WHAT YOU NEED TO DO: The answer must consist of every line in the records below that contains the string "BURNS".

AVAILABLE DATA:

--

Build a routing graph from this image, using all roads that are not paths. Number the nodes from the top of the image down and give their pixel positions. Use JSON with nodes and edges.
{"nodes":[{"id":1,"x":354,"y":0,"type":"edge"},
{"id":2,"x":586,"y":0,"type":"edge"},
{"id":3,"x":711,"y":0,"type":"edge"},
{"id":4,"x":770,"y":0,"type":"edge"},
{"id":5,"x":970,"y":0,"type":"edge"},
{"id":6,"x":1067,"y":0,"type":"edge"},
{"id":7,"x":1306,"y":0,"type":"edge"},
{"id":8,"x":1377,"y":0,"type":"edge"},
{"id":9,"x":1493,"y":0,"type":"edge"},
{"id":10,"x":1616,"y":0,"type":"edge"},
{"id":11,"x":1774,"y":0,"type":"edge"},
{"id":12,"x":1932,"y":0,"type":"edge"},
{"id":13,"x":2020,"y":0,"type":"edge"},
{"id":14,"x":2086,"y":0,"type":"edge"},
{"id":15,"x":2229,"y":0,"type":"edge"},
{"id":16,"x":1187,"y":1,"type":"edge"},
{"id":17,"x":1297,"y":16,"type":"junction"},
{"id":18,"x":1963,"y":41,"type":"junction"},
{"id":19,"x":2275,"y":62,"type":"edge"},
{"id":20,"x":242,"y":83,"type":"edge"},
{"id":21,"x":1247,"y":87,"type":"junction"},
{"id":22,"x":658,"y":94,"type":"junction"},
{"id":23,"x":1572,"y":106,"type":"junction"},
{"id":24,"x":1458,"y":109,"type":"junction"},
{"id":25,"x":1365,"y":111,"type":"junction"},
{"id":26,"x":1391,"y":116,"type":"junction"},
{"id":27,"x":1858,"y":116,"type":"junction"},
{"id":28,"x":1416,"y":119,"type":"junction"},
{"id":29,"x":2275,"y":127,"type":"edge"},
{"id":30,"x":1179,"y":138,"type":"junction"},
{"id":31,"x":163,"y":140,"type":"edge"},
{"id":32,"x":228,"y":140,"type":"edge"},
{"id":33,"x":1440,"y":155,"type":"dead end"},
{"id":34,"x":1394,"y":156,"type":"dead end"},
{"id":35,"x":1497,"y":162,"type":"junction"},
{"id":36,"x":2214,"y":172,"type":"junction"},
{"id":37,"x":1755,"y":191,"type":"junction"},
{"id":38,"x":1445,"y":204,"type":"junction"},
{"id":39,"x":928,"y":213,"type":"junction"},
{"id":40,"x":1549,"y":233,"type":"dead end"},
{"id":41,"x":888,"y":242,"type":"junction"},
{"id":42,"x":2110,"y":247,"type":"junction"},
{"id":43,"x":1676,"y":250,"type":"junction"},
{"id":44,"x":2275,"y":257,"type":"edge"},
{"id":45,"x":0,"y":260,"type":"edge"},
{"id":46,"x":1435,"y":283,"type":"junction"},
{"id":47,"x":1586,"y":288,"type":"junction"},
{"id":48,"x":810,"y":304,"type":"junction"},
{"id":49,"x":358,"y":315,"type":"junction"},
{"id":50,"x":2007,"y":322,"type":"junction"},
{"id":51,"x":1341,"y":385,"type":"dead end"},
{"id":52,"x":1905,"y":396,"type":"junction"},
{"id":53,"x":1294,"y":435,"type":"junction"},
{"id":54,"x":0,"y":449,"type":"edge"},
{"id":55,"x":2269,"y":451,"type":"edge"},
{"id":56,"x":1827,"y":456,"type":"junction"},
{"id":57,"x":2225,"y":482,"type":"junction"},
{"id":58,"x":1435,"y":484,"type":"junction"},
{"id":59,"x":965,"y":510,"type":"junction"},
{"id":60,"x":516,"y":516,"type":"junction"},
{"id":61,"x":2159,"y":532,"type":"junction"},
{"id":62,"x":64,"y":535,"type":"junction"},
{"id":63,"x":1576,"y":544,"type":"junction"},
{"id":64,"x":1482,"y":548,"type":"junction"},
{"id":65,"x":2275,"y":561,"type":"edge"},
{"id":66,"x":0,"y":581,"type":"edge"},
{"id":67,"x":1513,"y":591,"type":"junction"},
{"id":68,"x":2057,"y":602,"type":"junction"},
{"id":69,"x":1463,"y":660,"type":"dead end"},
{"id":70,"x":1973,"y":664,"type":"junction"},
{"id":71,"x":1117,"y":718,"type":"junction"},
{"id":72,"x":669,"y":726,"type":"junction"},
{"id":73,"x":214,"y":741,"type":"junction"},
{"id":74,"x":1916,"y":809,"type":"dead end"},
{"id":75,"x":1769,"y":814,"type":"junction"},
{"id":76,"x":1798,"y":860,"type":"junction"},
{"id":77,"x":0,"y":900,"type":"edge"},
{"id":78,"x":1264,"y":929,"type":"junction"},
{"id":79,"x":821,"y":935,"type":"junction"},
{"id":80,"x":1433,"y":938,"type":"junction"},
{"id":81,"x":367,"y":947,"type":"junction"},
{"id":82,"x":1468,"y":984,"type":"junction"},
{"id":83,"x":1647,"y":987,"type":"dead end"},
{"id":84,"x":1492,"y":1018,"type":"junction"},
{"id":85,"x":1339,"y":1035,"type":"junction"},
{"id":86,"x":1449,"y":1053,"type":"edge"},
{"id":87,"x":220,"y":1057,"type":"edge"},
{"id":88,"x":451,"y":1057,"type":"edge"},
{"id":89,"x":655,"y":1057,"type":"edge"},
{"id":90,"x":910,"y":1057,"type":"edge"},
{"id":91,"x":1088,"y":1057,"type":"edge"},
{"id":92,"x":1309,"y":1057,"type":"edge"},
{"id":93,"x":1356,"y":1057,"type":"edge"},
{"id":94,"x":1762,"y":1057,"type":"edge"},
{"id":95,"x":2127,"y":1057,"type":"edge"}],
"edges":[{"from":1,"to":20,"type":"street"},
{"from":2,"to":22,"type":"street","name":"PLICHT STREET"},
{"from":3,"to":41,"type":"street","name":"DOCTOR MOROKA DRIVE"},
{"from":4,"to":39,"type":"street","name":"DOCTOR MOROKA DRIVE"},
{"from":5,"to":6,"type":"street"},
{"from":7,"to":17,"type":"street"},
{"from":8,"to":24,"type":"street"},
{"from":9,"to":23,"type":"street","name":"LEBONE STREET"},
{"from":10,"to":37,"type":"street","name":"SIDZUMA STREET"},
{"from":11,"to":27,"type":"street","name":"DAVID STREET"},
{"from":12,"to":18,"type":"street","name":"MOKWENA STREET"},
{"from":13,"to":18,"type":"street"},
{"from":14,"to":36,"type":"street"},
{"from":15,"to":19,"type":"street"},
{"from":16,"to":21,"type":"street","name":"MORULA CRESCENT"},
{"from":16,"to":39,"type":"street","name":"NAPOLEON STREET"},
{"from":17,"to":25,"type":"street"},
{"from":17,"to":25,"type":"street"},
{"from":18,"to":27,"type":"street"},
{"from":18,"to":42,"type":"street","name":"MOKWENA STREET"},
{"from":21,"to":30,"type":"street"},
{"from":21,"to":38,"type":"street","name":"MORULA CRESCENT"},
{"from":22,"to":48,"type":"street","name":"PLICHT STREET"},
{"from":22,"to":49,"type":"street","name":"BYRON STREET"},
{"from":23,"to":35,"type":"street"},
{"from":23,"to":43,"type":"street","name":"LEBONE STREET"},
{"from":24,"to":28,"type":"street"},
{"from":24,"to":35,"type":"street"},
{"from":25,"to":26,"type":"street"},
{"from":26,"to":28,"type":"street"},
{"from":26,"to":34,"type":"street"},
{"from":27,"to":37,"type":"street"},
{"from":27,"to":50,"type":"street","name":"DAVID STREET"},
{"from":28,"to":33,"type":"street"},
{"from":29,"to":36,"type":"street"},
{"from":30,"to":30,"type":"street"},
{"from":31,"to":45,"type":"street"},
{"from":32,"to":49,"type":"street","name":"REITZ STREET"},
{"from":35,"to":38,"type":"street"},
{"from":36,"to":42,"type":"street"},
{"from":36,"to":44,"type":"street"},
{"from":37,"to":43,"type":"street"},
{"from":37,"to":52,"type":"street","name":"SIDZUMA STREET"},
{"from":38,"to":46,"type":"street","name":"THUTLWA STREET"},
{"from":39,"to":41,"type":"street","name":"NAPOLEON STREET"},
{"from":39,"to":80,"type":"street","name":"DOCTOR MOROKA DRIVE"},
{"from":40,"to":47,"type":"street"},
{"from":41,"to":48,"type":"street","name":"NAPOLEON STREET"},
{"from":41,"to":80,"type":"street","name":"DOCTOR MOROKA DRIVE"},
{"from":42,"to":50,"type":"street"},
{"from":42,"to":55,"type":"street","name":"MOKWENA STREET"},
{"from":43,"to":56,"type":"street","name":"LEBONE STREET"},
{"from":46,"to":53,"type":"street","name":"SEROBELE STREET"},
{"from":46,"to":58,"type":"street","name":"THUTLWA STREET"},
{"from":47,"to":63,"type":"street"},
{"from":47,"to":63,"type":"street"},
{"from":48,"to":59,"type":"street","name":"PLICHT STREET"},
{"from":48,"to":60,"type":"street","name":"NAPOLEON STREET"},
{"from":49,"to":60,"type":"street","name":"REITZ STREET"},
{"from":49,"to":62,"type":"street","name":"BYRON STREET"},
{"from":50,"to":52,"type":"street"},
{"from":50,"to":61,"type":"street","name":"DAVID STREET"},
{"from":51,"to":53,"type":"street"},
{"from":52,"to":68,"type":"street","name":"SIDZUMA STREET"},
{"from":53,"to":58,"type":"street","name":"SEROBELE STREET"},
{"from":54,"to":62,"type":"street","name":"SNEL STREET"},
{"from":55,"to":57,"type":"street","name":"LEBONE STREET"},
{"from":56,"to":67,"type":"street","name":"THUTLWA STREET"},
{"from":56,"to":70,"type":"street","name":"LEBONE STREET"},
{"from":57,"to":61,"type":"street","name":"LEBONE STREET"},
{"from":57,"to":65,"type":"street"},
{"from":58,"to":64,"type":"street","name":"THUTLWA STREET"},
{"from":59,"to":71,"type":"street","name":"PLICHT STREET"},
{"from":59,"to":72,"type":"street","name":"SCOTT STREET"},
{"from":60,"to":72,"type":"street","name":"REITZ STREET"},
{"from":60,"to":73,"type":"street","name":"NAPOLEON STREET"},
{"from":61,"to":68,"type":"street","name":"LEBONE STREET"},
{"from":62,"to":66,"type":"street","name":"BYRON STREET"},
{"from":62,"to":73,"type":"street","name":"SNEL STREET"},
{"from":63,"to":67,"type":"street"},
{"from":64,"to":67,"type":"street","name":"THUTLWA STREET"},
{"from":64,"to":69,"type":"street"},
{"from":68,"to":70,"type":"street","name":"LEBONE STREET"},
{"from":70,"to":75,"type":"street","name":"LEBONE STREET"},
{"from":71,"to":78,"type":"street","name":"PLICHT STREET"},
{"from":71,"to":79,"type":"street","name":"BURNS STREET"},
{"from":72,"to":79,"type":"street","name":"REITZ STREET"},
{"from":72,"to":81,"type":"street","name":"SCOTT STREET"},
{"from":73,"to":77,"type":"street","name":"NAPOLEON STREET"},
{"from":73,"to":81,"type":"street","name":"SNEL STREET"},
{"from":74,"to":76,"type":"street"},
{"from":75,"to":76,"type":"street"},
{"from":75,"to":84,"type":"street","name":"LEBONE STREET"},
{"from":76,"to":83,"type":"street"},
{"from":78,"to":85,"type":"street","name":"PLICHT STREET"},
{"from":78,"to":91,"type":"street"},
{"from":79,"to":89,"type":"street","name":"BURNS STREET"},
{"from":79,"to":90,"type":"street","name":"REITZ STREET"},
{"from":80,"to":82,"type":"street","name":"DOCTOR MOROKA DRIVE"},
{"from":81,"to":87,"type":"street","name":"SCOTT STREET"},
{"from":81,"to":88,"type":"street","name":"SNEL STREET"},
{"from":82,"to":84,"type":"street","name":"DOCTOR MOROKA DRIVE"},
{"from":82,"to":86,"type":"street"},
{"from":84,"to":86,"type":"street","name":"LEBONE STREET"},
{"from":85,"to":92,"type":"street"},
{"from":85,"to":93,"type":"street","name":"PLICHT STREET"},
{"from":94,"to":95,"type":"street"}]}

--

OUTPUT OF THE EXERCISE:
{"from":71,"to":79,"type":"street","name":"BURNS STREET"},
{"from":79,"to":89,"type":"street","name":"BURNS STREET"},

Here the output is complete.